Data:

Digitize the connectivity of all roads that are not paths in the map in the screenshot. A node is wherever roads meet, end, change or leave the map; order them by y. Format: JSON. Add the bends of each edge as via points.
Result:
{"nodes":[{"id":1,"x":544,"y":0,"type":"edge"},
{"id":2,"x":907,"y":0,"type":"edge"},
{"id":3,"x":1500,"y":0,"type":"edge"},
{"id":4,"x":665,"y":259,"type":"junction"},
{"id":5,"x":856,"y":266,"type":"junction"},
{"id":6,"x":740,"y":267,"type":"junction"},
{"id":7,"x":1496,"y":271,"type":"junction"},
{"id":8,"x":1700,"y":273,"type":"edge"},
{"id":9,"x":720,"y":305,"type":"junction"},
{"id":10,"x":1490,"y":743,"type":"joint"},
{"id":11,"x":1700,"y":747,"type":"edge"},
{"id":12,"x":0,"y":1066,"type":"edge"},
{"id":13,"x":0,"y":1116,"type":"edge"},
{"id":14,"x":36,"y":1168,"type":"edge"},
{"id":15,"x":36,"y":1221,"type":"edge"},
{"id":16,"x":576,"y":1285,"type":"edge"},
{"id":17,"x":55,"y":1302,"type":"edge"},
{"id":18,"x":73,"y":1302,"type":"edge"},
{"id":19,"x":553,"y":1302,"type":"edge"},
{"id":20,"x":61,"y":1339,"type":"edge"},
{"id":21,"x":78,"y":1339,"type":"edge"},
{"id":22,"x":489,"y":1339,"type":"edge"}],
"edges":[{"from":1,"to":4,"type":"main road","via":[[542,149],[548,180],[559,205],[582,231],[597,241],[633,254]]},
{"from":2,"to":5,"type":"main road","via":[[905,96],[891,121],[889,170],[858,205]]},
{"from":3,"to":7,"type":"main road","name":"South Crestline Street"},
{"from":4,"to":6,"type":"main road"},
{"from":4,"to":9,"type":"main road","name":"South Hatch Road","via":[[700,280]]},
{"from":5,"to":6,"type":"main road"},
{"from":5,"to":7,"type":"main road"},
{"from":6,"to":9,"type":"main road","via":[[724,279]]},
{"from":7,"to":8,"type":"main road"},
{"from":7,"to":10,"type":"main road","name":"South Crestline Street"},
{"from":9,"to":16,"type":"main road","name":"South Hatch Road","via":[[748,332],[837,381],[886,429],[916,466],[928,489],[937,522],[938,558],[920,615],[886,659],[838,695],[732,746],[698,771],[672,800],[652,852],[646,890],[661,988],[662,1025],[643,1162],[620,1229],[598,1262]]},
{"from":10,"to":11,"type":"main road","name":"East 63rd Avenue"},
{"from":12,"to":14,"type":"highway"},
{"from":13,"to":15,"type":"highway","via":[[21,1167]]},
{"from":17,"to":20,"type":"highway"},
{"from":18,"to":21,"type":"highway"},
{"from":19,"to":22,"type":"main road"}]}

Exercise:
Repeat each record word for word. Do not leave any out.

Output for this task:
Digitize the connectivity of all roads that are not paths in the map in the screenshot. A node is wherever roads meet, end, change or leave the map; order them by y. Format: JSON. Add the bends of each edge as via points.
Result:
{"nodes":[{"id":1,"x":544,"y":0,"type":"edge"},
{"id":2,"x":907,"y":0,"type":"edge"},
{"id":3,"x":1500,"y":0,"type":"edge"},
{"id":4,"x":665,"y":259,"type":"junction"},
{"id":5,"x":856,"y":266,"type":"junction"},
{"id":6,"x":740,"y":267,"type":"junction"},
{"id":7,"x":1496,"y":271,"type":"junction"},
{"id":8,"x":1700,"y":273,"type":"edge"},
{"id":9,"x":720,"y":305,"type":"junction"},
{"id":10,"x":1490,"y":743,"type":"joint"},
{"id":11,"x":1700,"y":747,"type":"edge"},
{"id":12,"x":0,"y":1066,"type":"edge"},
{"id":13,"x":0,"y":1116,"type":"edge"},
{"id":14,"x":36,"y":1168,"type":"edge"},
{"id":15,"x":36,"y":1221,"type":"edge"},
{"id":16,"x":576,"y":1285,"type":"edge"},
{"id":17,"x":55,"y":1302,"type":"edge"},
{"id":18,"x":73,"y":1302,"type":"edge"},
{"id":19,"x":553,"y":1302,"type":"edge"},
{"id":20,"x":61,"y":1339,"type":"edge"},
{"id":21,"x":78,"y":1339,"type":"edge"},
{"id":22,"x":489,"y":1339,"type":"edge"}],
"edges":[{"from":1,"to":4,"type":"main road","via":[[542,149],[548,180],[559,205],[582,231],[597,241],[633,254]]},
{"from":2,"to":5,"type":"main road","via":[[905,96],[891,121],[889,170],[858,205]]},
{"from":3,"to":7,"type":"main road","name":"South Crestline Street"},
{"from":4,"to":6,"type":"main road"},
{"from":4,"to":9,"type":"main road","name":"South Hatch Road","via":[[700,280]]},
{"from":5,"to":6,"type":"main road"},
{"from":5,"to":7,"type":"main road"},
{"from":6,"to":9,"type":"main road","via":[[724,279]]},
{"from":7,"to":8,"type":"main road"},
{"from":7,"to":10,"type":"main road","name":"South Crestline Street"},
{"from":9,"to":16,"type":"main road","name":"South Hatch Road","via":[[748,332],[837,381],[886,429],[916,466],[928,489],[937,522],[938,558],[920,615],[886,659],[838,695],[732,746],[698,771],[672,800],[652,852],[646,890],[661,988],[662,1025],[643,1162],[620,1229],[598,1262]]},
{"from":10,"to":11,"type":"main road","name":"East 63rd Avenue"},
{"from":12,"to":14,"type":"highway"},
{"from":13,"to":15,"type":"highway","via":[[21,1167]]},
{"from":17,"to":20,"type":"highway"},
{"from":18,"to":21,"type":"highway"},
{"from":19,"to":22,"type":"main road"}]}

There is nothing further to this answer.